Khanom piak pun (ขนมเปียกปูน, /th/; lit. 'limewater-dampened sweets') is a type of Thai dessert. It is similar in texture to khanom chan, despite being different in appearance. Khanom chan can be peeled into layers, while khanom piak pun is solid throughout.

== History ==
There is no concrete evidence of when Khanom Piak poon was first invented.
It is only speculated that it was made from the wisdom of our ancestors, who adapted the recipe from Khanom Gwan (ขนมกวน; ; /th/) or Kalamae (กาละแม; ; /th/) to create a new menu item called Khanom Piak poon. Therefore, the ingredients and preparation process are similar, but without the adding of fresh coconut milk. Kanom Piak Poon from the Chom Thong community is a traditional Thai dessert that has long been popular within the community and neighboring areas. Interviews with community elders reveal that Kanom Piak Poon has been passed down for generations, commonly made at home and sold during festivals and ceremonial events. Additionally, it is often prepared for offering during Buddhist merit-making on holy days.

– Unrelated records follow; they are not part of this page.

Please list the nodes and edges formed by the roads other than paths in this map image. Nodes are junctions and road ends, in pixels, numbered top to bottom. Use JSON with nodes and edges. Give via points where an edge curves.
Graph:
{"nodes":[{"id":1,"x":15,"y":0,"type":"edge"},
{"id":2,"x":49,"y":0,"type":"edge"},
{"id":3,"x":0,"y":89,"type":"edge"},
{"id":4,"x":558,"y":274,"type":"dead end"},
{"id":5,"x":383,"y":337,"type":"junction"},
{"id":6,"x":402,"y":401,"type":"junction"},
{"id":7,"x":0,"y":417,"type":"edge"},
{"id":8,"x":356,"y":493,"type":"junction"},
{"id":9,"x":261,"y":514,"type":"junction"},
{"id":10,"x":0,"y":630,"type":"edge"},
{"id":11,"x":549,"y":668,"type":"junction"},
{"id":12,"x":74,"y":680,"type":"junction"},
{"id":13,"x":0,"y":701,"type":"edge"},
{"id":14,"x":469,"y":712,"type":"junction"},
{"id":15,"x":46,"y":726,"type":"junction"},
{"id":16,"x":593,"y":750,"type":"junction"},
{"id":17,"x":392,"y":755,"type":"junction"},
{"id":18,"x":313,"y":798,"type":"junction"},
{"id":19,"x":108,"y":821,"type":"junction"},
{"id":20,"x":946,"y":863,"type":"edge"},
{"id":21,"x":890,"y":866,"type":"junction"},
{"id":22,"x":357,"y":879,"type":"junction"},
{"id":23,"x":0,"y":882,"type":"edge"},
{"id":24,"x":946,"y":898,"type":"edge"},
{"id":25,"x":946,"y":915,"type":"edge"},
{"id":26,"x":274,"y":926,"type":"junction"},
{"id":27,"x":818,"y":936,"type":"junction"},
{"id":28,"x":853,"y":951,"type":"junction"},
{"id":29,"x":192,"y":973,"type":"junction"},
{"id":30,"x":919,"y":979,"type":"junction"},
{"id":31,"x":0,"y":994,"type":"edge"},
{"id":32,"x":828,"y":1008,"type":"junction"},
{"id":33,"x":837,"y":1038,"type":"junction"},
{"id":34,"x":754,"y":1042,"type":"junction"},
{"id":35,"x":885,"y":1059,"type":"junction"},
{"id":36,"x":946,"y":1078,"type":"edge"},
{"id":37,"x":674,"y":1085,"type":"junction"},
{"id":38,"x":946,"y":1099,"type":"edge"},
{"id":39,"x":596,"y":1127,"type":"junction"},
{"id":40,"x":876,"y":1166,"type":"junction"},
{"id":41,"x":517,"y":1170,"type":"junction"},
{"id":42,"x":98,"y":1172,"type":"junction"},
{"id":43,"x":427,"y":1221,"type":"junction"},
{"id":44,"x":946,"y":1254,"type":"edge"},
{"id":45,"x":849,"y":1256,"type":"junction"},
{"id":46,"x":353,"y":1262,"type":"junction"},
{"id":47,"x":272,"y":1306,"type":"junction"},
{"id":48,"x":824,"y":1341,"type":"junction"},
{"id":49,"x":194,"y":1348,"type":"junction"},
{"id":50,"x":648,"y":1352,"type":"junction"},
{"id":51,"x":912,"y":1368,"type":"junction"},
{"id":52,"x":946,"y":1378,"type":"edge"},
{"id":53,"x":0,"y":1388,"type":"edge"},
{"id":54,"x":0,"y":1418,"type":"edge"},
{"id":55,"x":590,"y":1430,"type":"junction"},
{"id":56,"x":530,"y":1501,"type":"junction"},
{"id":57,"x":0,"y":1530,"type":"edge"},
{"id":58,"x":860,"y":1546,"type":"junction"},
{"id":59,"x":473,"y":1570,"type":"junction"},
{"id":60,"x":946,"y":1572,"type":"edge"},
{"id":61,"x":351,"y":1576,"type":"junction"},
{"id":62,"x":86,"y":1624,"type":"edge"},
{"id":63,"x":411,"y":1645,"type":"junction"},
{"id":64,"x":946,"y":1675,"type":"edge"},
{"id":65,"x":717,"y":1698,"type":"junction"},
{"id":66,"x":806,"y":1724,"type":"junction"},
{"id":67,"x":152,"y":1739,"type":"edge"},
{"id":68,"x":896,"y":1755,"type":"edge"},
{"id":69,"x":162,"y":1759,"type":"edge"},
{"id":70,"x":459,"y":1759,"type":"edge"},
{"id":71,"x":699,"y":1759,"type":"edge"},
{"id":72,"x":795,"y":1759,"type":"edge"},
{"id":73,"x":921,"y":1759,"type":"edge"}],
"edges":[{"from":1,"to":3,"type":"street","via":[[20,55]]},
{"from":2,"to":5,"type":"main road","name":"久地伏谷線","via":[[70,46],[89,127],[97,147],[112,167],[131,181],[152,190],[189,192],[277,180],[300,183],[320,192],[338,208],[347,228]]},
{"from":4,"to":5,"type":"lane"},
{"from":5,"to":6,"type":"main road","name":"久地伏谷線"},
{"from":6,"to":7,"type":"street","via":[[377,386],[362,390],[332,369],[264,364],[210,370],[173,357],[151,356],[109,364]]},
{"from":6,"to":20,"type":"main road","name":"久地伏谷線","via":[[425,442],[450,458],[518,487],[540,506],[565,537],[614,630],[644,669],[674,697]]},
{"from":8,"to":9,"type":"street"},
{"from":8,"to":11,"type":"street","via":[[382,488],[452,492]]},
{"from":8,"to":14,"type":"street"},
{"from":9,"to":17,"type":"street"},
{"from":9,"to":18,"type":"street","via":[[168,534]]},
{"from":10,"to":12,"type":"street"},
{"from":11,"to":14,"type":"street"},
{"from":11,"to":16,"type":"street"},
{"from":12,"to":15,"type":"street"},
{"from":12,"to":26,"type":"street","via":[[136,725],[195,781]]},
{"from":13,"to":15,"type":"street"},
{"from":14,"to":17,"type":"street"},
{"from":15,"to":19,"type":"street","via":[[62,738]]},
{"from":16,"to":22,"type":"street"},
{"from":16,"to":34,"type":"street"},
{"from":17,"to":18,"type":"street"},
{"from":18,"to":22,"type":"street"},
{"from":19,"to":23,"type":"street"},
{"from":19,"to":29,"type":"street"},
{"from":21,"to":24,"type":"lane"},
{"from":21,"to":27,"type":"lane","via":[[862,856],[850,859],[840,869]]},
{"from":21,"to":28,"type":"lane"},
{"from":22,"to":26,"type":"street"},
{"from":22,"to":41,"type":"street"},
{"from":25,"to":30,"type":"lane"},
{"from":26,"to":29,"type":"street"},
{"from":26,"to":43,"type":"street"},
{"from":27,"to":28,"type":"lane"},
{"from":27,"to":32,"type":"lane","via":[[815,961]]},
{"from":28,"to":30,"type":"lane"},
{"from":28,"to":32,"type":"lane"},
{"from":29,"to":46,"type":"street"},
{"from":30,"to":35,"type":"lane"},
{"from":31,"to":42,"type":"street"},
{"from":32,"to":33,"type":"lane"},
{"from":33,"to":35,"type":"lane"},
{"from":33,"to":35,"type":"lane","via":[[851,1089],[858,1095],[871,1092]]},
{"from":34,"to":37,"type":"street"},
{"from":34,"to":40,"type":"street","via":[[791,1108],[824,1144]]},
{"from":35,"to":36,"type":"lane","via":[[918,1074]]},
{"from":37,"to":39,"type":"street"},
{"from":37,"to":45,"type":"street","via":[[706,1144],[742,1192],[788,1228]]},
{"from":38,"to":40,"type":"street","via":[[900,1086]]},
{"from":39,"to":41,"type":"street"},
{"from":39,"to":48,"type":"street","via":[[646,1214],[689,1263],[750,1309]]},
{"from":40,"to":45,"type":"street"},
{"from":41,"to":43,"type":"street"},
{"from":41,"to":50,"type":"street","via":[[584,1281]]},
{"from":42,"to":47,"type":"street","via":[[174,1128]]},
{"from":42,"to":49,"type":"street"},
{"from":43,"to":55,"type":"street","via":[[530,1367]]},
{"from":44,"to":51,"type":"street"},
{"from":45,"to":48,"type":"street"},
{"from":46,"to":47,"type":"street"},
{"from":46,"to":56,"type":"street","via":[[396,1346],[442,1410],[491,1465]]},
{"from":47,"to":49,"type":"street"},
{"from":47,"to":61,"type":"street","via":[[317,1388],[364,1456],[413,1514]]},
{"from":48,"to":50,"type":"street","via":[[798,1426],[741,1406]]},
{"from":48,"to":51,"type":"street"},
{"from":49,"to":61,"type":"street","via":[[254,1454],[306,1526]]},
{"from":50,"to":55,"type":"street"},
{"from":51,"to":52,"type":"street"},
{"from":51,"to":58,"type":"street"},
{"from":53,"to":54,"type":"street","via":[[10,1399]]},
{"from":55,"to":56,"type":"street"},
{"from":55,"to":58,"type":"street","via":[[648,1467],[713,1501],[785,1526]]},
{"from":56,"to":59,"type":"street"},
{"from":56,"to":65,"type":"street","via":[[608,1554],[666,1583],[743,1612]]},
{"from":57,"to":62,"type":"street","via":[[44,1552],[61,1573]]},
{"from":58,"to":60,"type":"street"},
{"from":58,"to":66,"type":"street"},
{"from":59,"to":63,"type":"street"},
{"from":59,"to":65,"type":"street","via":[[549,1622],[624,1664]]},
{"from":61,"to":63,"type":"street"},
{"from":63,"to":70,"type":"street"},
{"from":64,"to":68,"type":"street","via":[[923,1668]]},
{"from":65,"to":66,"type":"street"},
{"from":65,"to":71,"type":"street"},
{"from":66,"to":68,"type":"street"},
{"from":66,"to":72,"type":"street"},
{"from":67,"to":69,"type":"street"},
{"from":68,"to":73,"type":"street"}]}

A unique characteristic of Kanom Piak Poon from Chom Thong is its distinct black color, which is achieved by burning fresh palm leaves to produce black charcoal. This method differs from other communities, which typically use dried coconut husks to obtain the black color.

== Ingredients ==
It is made with rice flour, palm sugar and precipitated limewater (น้ำปูนใส; ; /th/). The word ปูน (lime) gives sweet its name. The mixture is often thickened using arrowroot or tapioca starch. As a colouring, charred coconut coir (fibre from outer husk) or crushed pandan leaves may be added. The mixture is then heated on the brass pan before allowed to set on the tray. Grated coconut may be sprinkled as desired.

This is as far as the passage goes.